No prizes for guessing where it's cheapest to buy this jam?

 I never take it for granted that most meals we eat are almost completely from what we grow here on our small farm.  Last night's dinner of fillet steak, sausages, zucchini, and tomatoes cooked on the barbeque. (We bought the gas)
Beetroot and potato bake cooked in and on the wood stove.
All ingredients grew here except for the rice that we used to make the sausages. That makes me feel very satisfied that the hard work is worth every sore muscle.
It's a week since I last watered the vegetable gardens as the soil is holding onto the moisture with this cooler and humid weather. I LOVE it, but warm days are coming up again.
How many days until Autumn?
Cheers for now. :)

Tuesday, 2 February 2016

It Rained.!

Rain has fallen here in the Barossa and it has lifted our spirits somewhat. First we got 24mm on Friday night, then we had 10mm this morning.
What sheer joy it was to pull on the shorts and raincoat this morning and to become soaking wet while I did all of my chores in the heavy rain.
Daisy was not so keen about leaving her shelter shed to make the dash into the milking dairy though. Precious girl, hates getting her face wet.!

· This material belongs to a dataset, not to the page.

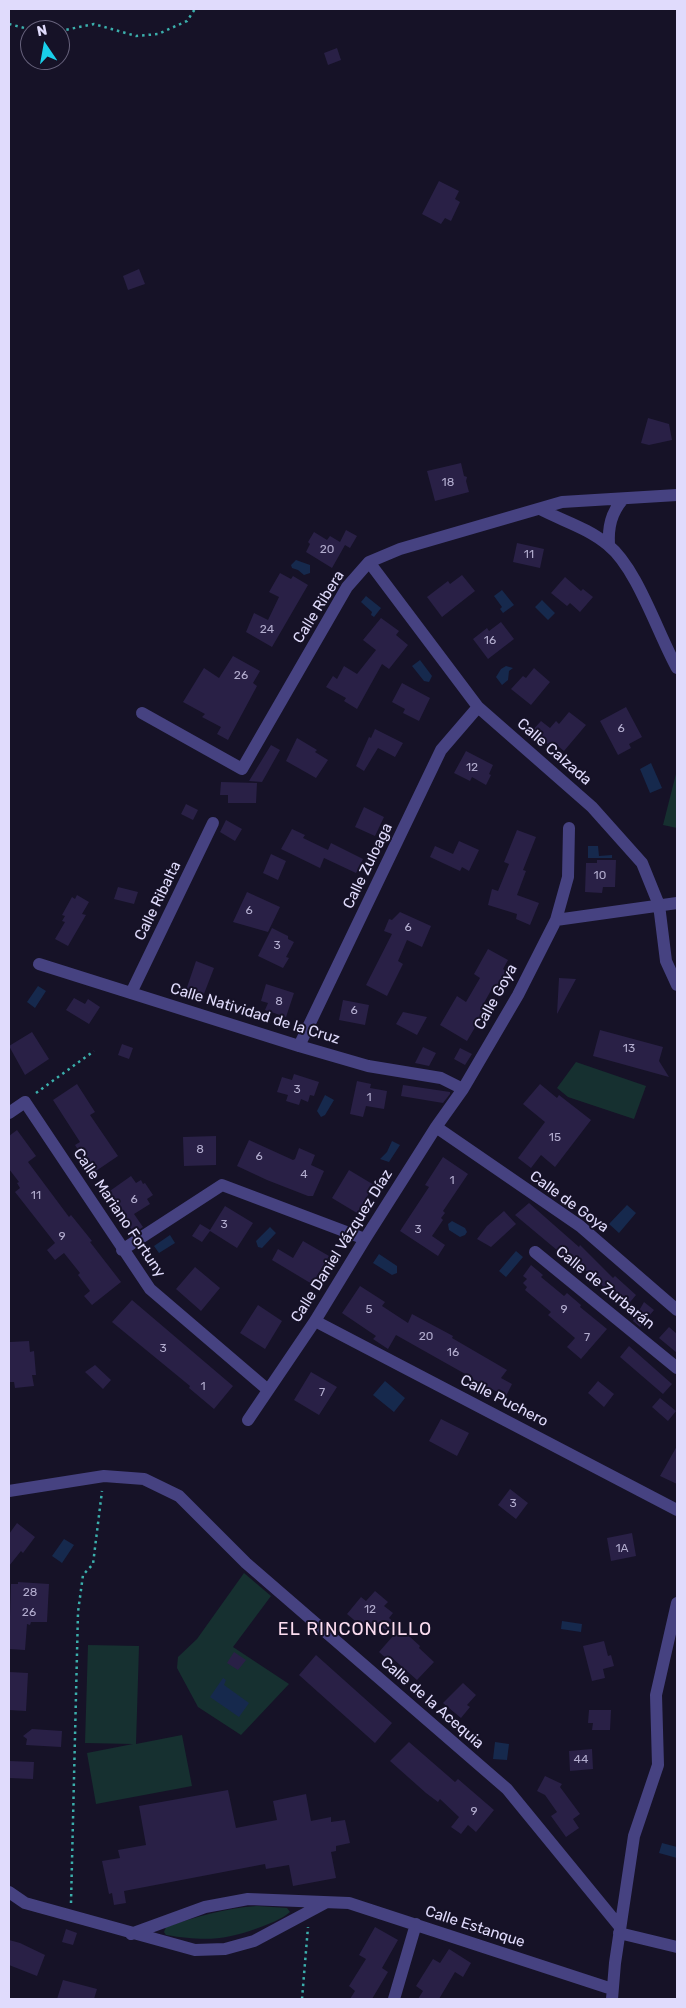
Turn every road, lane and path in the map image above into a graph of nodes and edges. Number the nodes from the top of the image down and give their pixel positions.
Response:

 Brian, always prepared, had cleaned out the gutters on all of the catchment sheds last week. The stock and garden tanks were empty and we had been using mains water for those purposes for the past month, but now the stock are drinking our rain water again.
The house rainwater tanks are separate so that we never run out of rain water for the house.

This is one of the tiny lizard watering bowls that have been appreciated by the many Skink lizards that are breeding in great numbers. While I was watering this mint plant, prior to the rain, I noticed a little skink dash out from behind the pot and drink the drops that fell onto the stones, so it was obvious they were thirsty and water bowls were needed.
Most of us supply water for the birds, but we must also think to place water low to the ground for the lizards, bees and the ground loving birds.

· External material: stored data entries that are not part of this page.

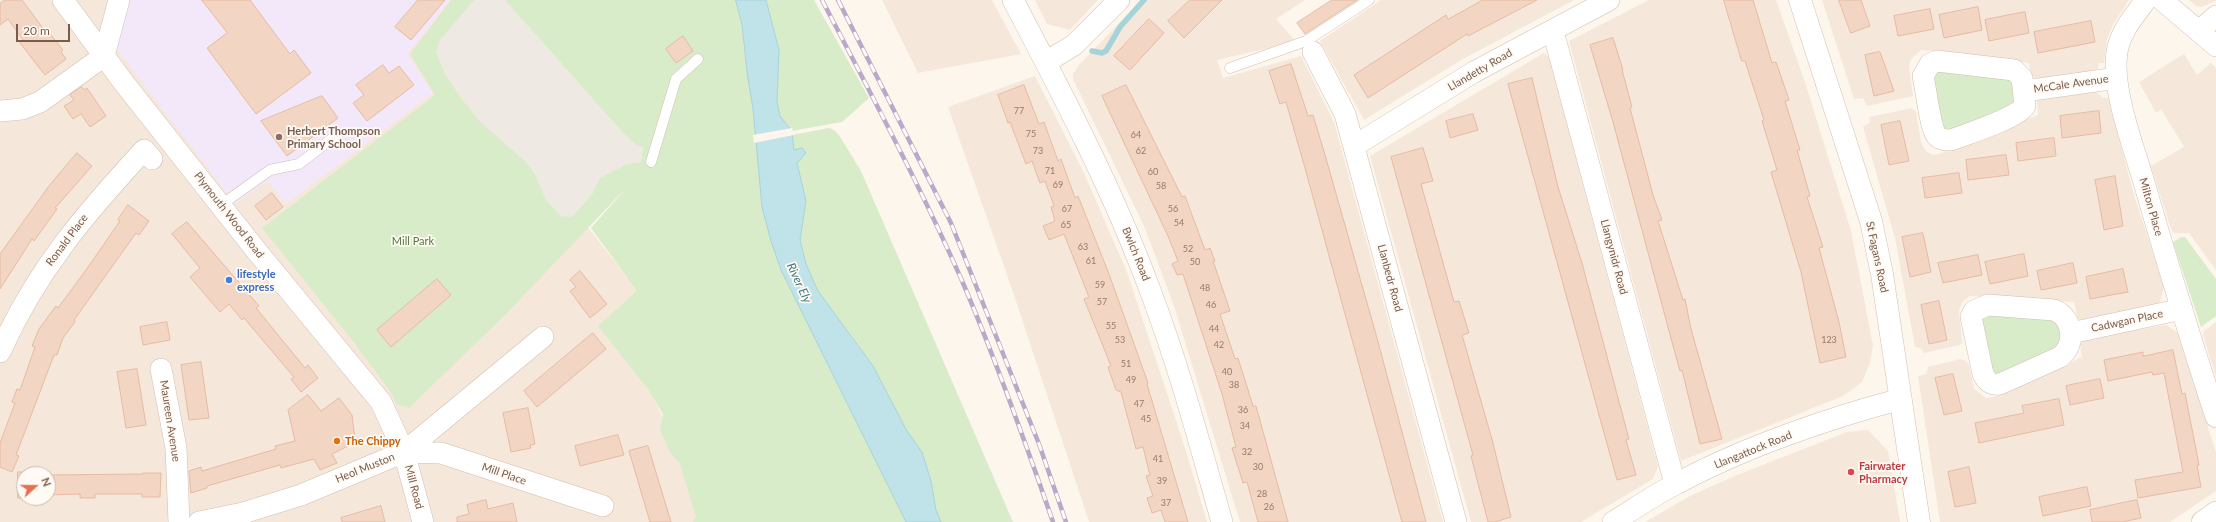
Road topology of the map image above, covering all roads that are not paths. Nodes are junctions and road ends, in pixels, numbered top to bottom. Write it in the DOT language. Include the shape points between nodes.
graph roads {
  1 [pos="63,0"];
  2 [pos="119,0"];
  3 [pos="1013,0"];
  4 [pos="1119,0"];
  5 [pos="1369,0"];
  6 [pos="1609,0"];
  7 [pos="1800,0"];
  8 [pos="2146,0"];
  9 [pos="2162,0"];
  10 [pos="2216,16"];
  11 [pos="1551,31"];
  12 [pos="2199,31"];
  13 [pos="2216,46"];
  14 [pos="1309,47"];
  15 [pos="104,56"];
  16 [pos="698,59"];
  17 [pos="1046,62"];
  18 [pos="1230,68"];
  19 [pos="2117,78"];
  20 [pos="2024,91"];
  21 [pos="0,110"];
  22 [pos="338,134"];
  23 [pos="1354,146"];
  24 [pos="152,159"];
  25 [pos="651,162"];
  26 [pos="221,205"];
  27 [pos="2182,309"];
  28 [pos="2071,333"];
  29 [pos="543,338"];
  30 [pos="0,352"];
  31 [pos="161,369"];
  32 [pos="1901,399"];
  33 [pos="2216,417"];
  34 [pos="404,452"];
  35 [pos="1675,484"];
  36 [pos="603,506"];
  37 [pos="2216,512"];
  38 [pos="178,522"];
  39 [pos="200,522"];
  40 [pos="423,522"];
  41 [pos="1222,522"];
  42 [pos="1456,522"];
  43 [pos="1613,522"];
  44 [pos="1919,522"];
  45 [pos="2202,522"];
  1 -- 15 [label="street, Plymouth Wood Road"];
  2 -- 15 [label="street"];
  3 -- 17 [label="street, Bwlch Road"];
  4 -- 17 [label="street" via="1074,45"];
  5 -- 14 [label="lane"];
  6 -- 11 [label="street, Llandetty Road"];
  7 -- 32 [label="street, St Fagans Road" via="1870,221 1882,274"];
  8 -- 19 [label="street, Milton Place" via="2120,41 2116,64"];
  9 -- 12 [label="street"];
  10 -- 12 [label="street"];
  11 -- 23 [label="street, Llandetty Road" via="1474,72"];
  11 -- 35 [label="street, Llangynidr Road"];
  12 -- 13 [label="street"];
  14 -- 18 [label="lane"];
  14 -- 23 [label="street, Llanbedr Road" via="1345,114"];
  15 -- 21 [label="street" via="40,102 22,109"];
  15 -- 26 [label="street, Plymouth Wood Road"];
  16 -- 25 [label="lane" via="676,79"];
  17 -- 41 [label="street, Bwlch Road" via="1119,213 1151,292"];
  19 -- 20 [label="street, McCale Avenue"];
  19 -- 27 [label="street, Milton Place" via="2132,140"];
  20 -- 20 [label="street, McCale Avenue" via="2025,106 2020,112 1960,137 1943,140 1937,136 1933,128 1924,76 1930,64 1937,62 2014,70 2022,78"];
  22 -- 26 [label="lane" via="299,164 270,170"];
  23 -- 42 [label="street, Llanbedr Road"];
  24 -- 30 [label="street, Ronald Place" via="144,150 90,208 22,304"];
  26 -- 34 [label="street, Plymouth Wood Road" via="381,402"];
  27 -- 28 [label="street, Cadwgan Place"];
  27 -- 33 [label="street, Milton Place"];
  28 -- 28 [label="street" via="2066,319 2054,310 1988,305 1974,311 1971,317 1983,374 1986,381 1993,385 2060,357 2071,343"];
  29 -- 34 [label="street, Heol Muston"];
  31 -- 38 [label="street, Maureen Avenue" via="176,448"];
  32 -- 35 [label="street, Llangattock Road" via="1854,412 1758,447"];
  32 -- 44 [label="street, St Fagans Road"];
  34 -- 36 [label="street, Mill Place" via="441,453"];
  34 -- 39 [label="street, Heol Muston" via="301,495 243,513"];
  34 -- 40 [label="street, Mill Road"];
  35 -- 43 [label="street, Llangattock Road"];
  37 -- 45 [label="street"];
}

I promise not to write about fruit in this blog post. I just need to think about other things besides fruit preserving for these few minutes, but that blush appearing on the apples is too gorgeous not to share.

Three of our bee hives were not performing well, they were grumpy and lazy. So new queens were ordered from .... Queensland, of course!
They arrived by Express Post and were brought home and placed into the hives immediately. Brian had to find the existing queens in those hives, and kill them before placing a queen cage in the hive.

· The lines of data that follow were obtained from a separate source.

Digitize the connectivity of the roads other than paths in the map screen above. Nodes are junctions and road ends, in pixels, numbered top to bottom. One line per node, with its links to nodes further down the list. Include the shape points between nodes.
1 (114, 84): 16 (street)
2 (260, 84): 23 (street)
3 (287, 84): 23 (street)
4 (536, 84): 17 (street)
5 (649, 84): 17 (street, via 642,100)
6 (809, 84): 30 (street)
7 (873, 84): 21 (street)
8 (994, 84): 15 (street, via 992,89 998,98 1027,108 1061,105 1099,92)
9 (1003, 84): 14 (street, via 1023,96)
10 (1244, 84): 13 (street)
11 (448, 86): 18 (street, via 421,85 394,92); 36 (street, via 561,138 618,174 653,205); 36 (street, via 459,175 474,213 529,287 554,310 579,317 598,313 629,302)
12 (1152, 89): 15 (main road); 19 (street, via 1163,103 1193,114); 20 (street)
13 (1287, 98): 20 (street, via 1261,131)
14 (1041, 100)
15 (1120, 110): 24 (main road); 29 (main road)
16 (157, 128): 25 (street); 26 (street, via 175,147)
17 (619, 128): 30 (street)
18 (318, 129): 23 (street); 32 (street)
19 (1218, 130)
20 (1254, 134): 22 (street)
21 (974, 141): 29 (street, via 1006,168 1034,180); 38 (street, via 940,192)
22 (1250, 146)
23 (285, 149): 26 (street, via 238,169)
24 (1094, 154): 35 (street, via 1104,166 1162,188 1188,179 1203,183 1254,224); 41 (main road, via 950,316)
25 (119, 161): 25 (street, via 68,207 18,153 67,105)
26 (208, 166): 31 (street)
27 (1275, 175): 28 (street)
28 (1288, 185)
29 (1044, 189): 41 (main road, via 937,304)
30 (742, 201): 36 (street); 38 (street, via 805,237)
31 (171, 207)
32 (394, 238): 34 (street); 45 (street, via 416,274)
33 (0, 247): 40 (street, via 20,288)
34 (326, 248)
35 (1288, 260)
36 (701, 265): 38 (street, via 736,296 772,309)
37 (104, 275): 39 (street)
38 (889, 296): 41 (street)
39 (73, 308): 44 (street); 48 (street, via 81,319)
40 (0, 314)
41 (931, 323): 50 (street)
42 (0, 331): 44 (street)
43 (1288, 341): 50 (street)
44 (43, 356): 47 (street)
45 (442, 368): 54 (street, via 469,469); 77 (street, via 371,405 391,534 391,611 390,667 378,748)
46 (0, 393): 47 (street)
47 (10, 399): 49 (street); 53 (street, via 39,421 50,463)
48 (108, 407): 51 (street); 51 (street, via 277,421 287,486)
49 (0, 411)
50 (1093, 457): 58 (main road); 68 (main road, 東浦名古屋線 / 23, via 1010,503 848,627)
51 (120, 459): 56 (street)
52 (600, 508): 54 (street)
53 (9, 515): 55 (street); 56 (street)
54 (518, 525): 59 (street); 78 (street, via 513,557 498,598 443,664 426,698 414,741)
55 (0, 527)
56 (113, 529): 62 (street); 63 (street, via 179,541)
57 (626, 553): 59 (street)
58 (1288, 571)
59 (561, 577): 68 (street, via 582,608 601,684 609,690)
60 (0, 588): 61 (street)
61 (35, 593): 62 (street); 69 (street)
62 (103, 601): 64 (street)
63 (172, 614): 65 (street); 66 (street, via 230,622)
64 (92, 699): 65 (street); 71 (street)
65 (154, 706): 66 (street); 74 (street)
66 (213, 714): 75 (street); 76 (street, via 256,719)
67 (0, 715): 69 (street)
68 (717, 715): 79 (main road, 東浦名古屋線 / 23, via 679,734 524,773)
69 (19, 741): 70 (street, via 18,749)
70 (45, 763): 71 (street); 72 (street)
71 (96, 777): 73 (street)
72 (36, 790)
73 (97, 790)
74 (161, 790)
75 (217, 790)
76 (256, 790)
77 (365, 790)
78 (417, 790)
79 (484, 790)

Inside each little cage the queen bee was accompanied by five worker bees to look after her on her journey. The end of the cage is filled with candied honey and the bees inside eat their way out whilst the bees on the outside, in the hive, are eating their way in. If new bees were introduced into the hive the existing bees would kill the new bees to defend their hive. So, it takes two to three days for the candied honey to be eaten through on both sides, by which time all of the bees will be friends and the new bees will be fully accepted into the hive.
The queens that we purchased were chosen for their placid nature and their ability to perform well in the hive. ie. turning out the maximum honey for the conditions.
And speaking of the conditions for bees, they are not good this year. Most apiarists in this area are resorting to feeding their bees, and we are also feeding. They love the over ripe bananas that we put into the top of their hives and the sugar water that is available in a trough near the hives.
We just have to keep them fed to get them through this tough time of inadequate flowers due to the extreme dry conditions we have had for the past ten months.
There will be no more honey taken from them this summer at this rate, which is most unusual and has happened only once before since we have been keeping bees.
Hopefully we will have a wet year forthcoming and have better flowering for our bees, but until then we will concentrate on keeping them alive.
Thanks for dropping by, and now if you could let yourself out and shut the door behind you, I'll get on with more of this jam making and preserving.